(Dataset entries)
═══
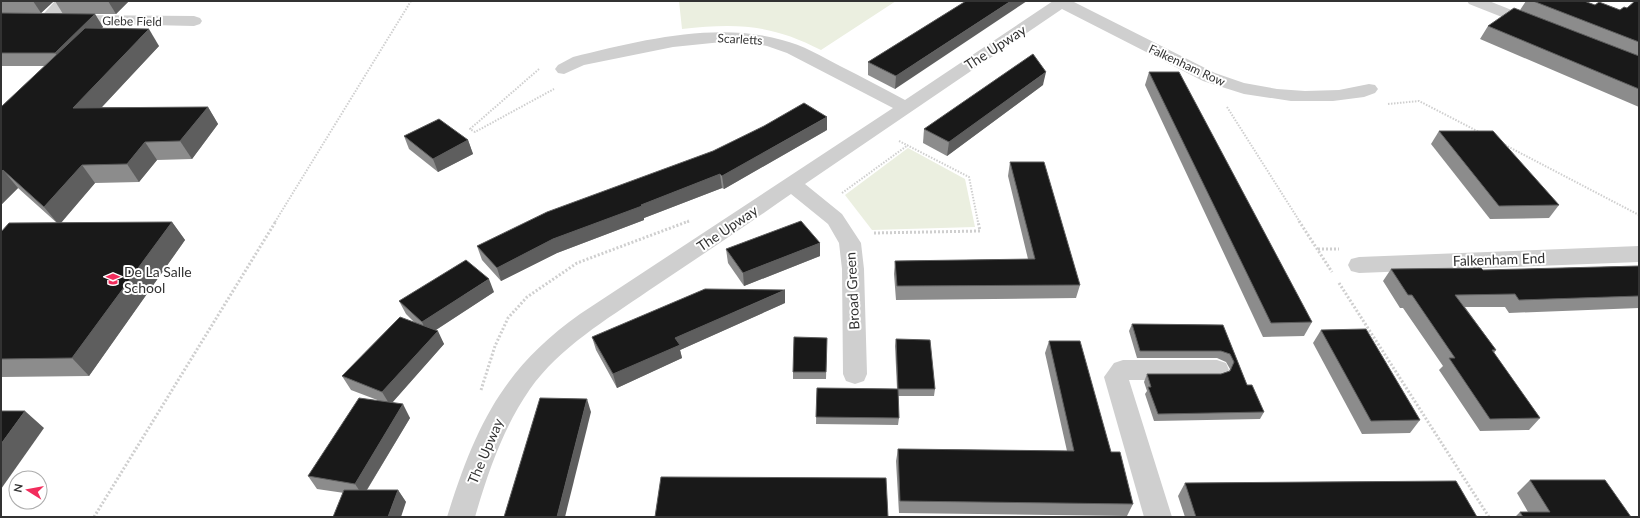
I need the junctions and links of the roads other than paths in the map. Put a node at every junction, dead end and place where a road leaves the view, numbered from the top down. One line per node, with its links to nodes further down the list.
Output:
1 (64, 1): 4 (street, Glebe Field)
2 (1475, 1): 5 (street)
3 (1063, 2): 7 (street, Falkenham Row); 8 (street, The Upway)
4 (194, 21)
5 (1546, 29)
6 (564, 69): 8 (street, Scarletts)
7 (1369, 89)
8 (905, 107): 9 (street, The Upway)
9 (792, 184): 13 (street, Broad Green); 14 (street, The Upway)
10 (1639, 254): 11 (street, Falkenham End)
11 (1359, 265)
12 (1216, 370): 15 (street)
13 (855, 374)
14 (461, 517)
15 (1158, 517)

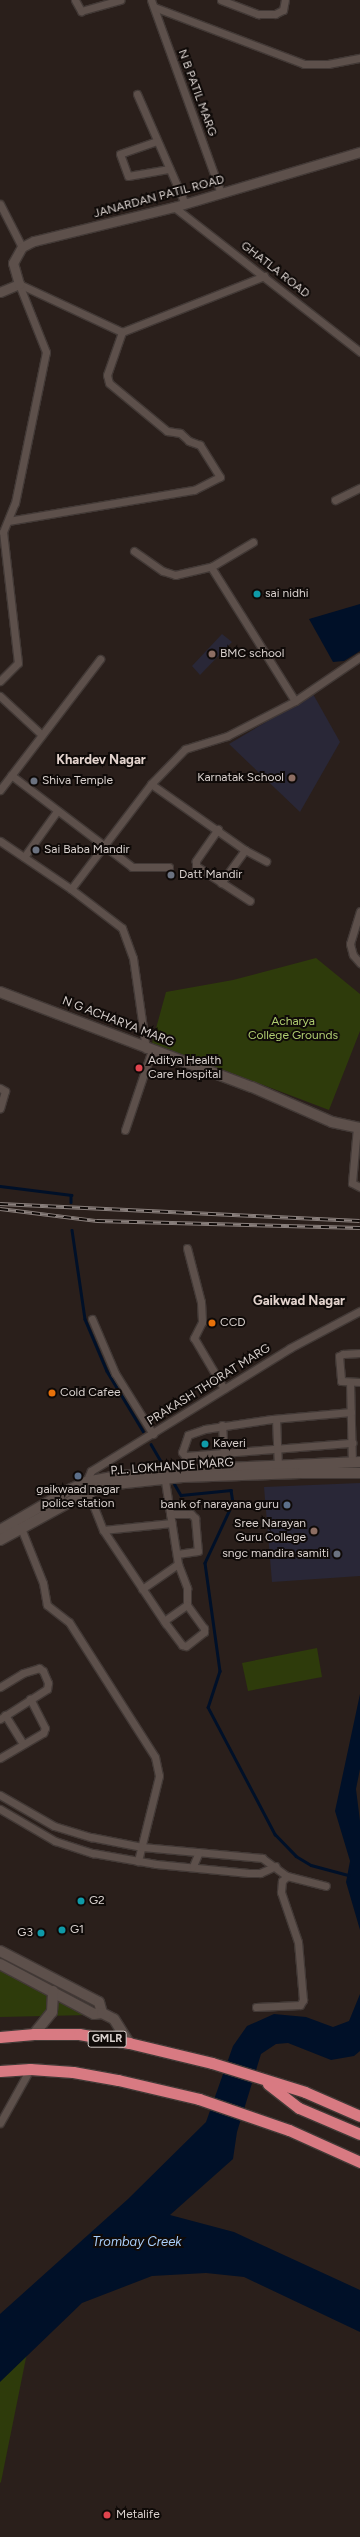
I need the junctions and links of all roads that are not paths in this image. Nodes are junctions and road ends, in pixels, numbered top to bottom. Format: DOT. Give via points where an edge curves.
═══
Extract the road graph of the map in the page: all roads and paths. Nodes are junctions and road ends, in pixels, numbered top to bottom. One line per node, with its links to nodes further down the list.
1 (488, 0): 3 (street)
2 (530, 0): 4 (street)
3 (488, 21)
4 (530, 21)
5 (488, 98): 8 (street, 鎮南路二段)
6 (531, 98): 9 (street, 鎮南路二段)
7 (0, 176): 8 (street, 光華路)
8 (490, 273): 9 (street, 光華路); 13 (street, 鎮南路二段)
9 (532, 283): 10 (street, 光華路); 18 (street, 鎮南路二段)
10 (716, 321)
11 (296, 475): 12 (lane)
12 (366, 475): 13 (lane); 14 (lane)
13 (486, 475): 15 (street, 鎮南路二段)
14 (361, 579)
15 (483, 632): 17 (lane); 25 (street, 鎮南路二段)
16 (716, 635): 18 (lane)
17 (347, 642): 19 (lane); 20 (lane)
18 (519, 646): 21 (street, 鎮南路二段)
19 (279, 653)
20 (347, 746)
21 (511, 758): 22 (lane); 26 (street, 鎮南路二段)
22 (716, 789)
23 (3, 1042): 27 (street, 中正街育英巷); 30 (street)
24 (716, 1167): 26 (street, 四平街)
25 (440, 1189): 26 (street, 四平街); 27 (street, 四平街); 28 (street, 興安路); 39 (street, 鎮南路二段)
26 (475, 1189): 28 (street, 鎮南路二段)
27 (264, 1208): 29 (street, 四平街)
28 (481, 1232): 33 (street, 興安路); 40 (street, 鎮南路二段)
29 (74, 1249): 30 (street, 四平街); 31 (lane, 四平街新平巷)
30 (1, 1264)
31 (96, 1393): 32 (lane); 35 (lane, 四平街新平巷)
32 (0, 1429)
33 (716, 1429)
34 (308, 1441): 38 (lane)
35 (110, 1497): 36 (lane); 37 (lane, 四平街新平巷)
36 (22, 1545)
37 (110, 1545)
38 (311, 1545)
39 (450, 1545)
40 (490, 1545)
═══
(WORK INSTRUCTION)
Only lines holding the string "where" are wanted; gather each one from the entries above.

(WRITTEN REPLY)
I need the junctions and links of the roads other than paths in the map. Put a node at every junction, dead end and place where a road leaves the view, numbered from the top down. One line per node, with its links to nodes further down the list.
I need the junctions and links of all roads that are not paths in this image. Nodes are junctions and road ends, in pixels, numbered top to bottom. Format: DOT. Give via points where an edge curves.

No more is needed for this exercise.